- Title card
- Genre: Surreal humor Slapstick
- Created by: Steve Oedekerk
- Based on: Barnyard by Steve Oedekerk
- Voices of: Chris Hardwick; Jeff Garcia; Leigh-Allyn Baker; Tino Insana; Cam Clarke; Rob Paulsen; Dom Irrera; Wanda Sykes; Fred Tatasciore; Maria Bamford; Steve Oedekerk;
- Theme music composer: Michael Fitzpatrick; Mickey Petralia;
- Opening theme: "Back at the Barnyard Theme Song" performed by Michael Fitzpatrick & Mickey Petralia
- Ending theme: "Back at the Barnyard Theme Song" (instrumental)
- Composer: Guy Moon
- Country of origin: United States
- Original language: English
- No. of seasons: 2
- No. of episodes: 52 (97 segments) (list of episodes)

Production
- Executive producer: Steve Oedekerk;
- Producer: Paul Marshal;
- Running time: 11 minutes; 22 minutes (specials); 46 minutes ("Cowman: The Uddered Avenger");
- Production companies: Omation Animation Studio; Nickelodeon Animation Studio;

Original release
- Network: Nickelodeon
- Release: September 29, 2007 – September 18, 2010
- Network: Nicktoons
- Release: September 12 – November 12, 2011

= Back at the Barnyard =

American animated television series

Back at the Barnyard (originally advertised as Barnyard: The Series) is an American animated comedy television series created and executively produced by filmmaker Steve Oedekerk. The series follows the film Barnyard (2006), which he wrote, co-produced, and directed. The series features the voice of Chris Hardwick as Otis, replacing Kevin James from the film, and introduces Leigh-Allyn Baker as Abby, while Jeff Garcia, Tino Insana, Cam Clarke, Rob Paulsen, Dom Irrera, Wanda Sykes, Maria Bamford, Fred Tatasciore and Oedekerk reprise their roles from the film.
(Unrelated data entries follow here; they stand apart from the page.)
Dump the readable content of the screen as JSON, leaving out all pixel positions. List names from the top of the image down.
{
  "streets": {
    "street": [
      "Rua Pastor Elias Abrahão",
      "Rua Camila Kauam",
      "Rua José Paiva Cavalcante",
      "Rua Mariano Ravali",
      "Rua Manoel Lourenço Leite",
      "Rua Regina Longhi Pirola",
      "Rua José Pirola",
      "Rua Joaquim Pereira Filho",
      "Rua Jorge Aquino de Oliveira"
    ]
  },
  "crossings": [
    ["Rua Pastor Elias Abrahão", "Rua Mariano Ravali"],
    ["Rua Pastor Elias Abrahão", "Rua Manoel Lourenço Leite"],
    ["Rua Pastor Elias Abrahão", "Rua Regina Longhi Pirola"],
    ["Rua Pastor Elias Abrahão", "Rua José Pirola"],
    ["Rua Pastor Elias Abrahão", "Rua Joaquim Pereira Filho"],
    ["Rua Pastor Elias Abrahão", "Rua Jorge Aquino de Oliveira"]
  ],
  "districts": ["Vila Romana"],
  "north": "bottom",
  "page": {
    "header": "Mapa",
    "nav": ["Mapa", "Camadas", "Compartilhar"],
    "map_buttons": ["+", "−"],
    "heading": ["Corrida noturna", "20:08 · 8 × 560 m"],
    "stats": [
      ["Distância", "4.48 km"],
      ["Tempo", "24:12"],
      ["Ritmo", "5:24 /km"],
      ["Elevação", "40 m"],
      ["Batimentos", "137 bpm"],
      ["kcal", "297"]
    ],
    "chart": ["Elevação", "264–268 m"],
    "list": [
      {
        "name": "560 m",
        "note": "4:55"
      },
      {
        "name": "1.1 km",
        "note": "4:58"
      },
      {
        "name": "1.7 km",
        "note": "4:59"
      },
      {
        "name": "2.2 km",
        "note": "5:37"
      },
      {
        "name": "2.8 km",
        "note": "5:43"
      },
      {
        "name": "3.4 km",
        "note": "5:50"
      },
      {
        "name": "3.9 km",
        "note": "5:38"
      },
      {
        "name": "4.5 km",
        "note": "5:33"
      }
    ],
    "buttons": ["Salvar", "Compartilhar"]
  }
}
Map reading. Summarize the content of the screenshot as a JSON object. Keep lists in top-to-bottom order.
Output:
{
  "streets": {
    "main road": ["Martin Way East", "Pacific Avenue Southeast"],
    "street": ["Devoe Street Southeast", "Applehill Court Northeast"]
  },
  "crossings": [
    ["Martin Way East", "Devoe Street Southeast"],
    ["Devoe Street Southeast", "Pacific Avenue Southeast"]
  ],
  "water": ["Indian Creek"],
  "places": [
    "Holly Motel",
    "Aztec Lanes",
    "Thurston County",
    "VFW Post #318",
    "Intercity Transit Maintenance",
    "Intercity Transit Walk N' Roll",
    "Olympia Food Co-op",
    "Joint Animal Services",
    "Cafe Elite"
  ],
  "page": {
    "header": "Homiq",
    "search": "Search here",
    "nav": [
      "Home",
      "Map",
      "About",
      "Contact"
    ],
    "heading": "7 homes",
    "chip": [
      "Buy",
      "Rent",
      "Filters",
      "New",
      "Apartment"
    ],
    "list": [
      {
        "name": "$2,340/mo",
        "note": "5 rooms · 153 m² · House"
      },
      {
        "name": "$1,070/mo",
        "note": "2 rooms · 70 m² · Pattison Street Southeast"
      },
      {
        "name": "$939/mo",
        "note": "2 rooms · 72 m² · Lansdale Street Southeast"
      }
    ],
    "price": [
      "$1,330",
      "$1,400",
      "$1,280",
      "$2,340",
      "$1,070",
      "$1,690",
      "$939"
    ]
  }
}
Back at the Barnyard aired from September 29, 2007 to September 18, 2010 on Nickelodeon for two seasons. The show was a co-production between Oedekerk's Omation Animation Studio and Nickelodeon Animation Studio. The last five episodes aired from September 12, 2011 to November 12, 2011, on Nicktoons. It received mixed reviews from critics throughout its run, but garnered a cult following on online social media platforms after its cancellation.

== Plot ==
Following the film's events, Otis and his friends continue going on various misadventures and trying to keep their anthropomorphism a secret from humans.

== Episodes ==

| Season | Episodes |  | Originally released |  |  |
| First released | Last released | Network |
| Film |  |  | August 4, 2006 |  | N/A |
| 1 | 26 |  | September 29, 2007 | February 24, 2009 | Nickelodeon |
| 2 | 26 | 21 | February 25, 2009 | September 18, 2010 |
| 5 | September 12, 2011 | November 12, 2011 | Nicktoons |

== Characters ==

- Chris Hardwick as Otis
- Jeff Garcia as Pip
- Tino Insana as Pig
- Leigh-Allyn Baker as Abby
- Cam Clarke as Freddy
- Rob Paulsen as Peck
- Dom Irrera as Duke
- Wanda Sykes as Bessy
- Maria Bamford as Mrs. Beady
- Steve Oedekerk as Snotty Boy and Mr. Beady
- Fred Tatasciore as Farmer Buyer

== Video game ==

Back at the Barnyard: Slop Bucket Games (released in European regions under the name Back at the Barnyard: Barnyard Games) is an action video game released by THQ in 2008 exclusively for the Nintendo DS, a system not among the platforms the Barnyard tie-in game was released on to promote the preceding film. It received generally negative reviews from critics, with a score of 49 from review aggregator Metacritic.